[Collected data]
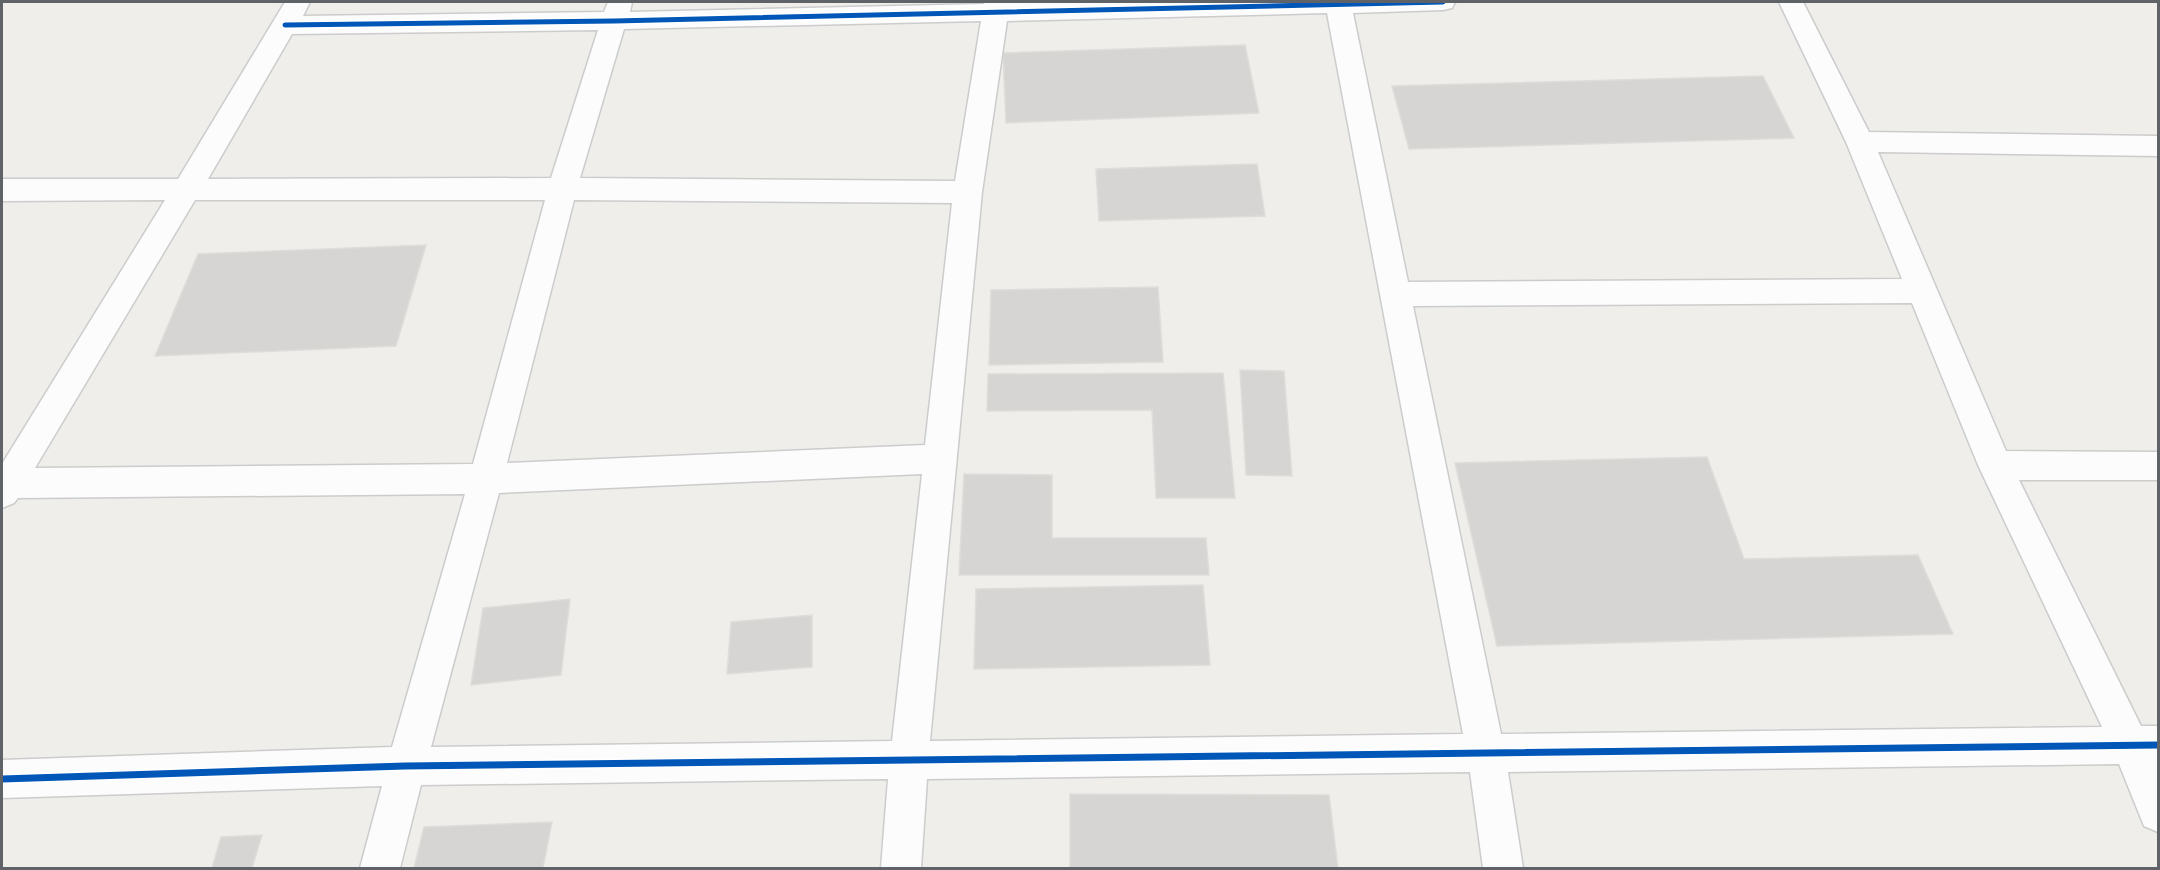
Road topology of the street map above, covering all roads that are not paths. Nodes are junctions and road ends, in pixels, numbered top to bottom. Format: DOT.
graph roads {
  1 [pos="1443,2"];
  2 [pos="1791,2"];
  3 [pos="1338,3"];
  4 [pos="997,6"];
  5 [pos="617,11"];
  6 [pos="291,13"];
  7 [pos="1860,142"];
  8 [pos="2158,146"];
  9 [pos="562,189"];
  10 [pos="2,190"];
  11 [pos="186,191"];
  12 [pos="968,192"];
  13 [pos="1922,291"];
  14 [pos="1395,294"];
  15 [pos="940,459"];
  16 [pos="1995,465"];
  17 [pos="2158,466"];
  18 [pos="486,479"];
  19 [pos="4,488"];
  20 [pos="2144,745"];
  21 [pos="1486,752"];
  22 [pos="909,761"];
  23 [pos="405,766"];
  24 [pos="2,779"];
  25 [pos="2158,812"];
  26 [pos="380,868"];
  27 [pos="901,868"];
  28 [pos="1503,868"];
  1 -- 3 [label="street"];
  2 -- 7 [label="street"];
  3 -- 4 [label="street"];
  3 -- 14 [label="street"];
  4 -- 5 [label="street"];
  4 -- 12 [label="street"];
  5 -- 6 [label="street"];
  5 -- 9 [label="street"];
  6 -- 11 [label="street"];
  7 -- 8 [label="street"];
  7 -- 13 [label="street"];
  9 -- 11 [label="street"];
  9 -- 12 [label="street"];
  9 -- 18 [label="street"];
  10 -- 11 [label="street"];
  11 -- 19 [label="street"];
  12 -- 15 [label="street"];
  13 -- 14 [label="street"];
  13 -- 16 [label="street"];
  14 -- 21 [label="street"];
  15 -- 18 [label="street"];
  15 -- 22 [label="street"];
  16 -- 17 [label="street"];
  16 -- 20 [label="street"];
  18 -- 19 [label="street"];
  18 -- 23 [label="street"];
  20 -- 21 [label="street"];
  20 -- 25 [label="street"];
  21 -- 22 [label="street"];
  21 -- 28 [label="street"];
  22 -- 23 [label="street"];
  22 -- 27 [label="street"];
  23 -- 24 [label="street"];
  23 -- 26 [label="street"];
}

Task to complete — Without carrying over any picture, retype the records above word for word.

Task solution —
Road topology of the street map above, covering all roads that are not paths. Nodes are junctions and road ends, in pixels, numbered top to bottom. Format: DOT.
graph roads {
  1 [pos="1443,2"];
  2 [pos="1791,2"];
  3 [pos="1338,3"];
  4 [pos="997,6"];
  5 [pos="617,11"];
  6 [pos="291,13"];
  7 [pos="1860,142"];
  8 [pos="2158,146"];
  9 [pos="562,189"];
  10 [pos="2,190"];
  11 [pos="186,191"];
  12 [pos="968,192"];
  13 [pos="1922,291"];
  14 [pos="1395,294"];
  15 [pos="940,459"];
  16 [pos="1995,465"];
  17 [pos="2158,466"];
  18 [pos="486,479"];
  19 [pos="4,488"];
  20 [pos="2144,745"];
  21 [pos="1486,752"];
  22 [pos="909,761"];
  23 [pos="405,766"];
  24 [pos="2,779"];
  25 [pos="2158,812"];
  26 [pos="380,868"];
  27 [pos="901,868"];
  28 [pos="1503,868"];
  1 -- 3 [label="street"];
  2 -- 7 [label="street"];
  3 -- 4 [label="street"];
  3 -- 14 [label="street"];
  4 -- 5 [label="street"];
  4 -- 12 [label="street"];
  5 -- 6 [label="street"];
  5 -- 9 [label="street"];
  6 -- 11 [label="street"];
  7 -- 8 [label="street"];
  7 -- 13 [label="street"];
  9 -- 11 [label="street"];
  9 -- 12 [label="street"];
  9 -- 18 [label="street"];
  10 -- 11 [label="street"];
  11 -- 19 [label="street"];
  12 -- 15 [label="street"];
  13 -- 14 [label="street"];
  13 -- 16 [label="street"];
  14 -- 21 [label="street"];
  15 -- 18 [label="street"];
  15 -- 22 [label="street"];
  16 -- 17 [label="street"];
  16 -- 20 [label="street"];
  18 -- 19 [label="street"];
  18 -- 23 [label="street"];
  20 -- 21 [label="street"];
  20 -- 25 [label="street"];
  21 -- 22 [label="street"];
  21 -- 28 [label="street"];
  22 -- 23 [label="street"];
  22 -- 27 [label="street"];
  23 -- 24 [label="street"];
  23 -- 26 [label="street"];
}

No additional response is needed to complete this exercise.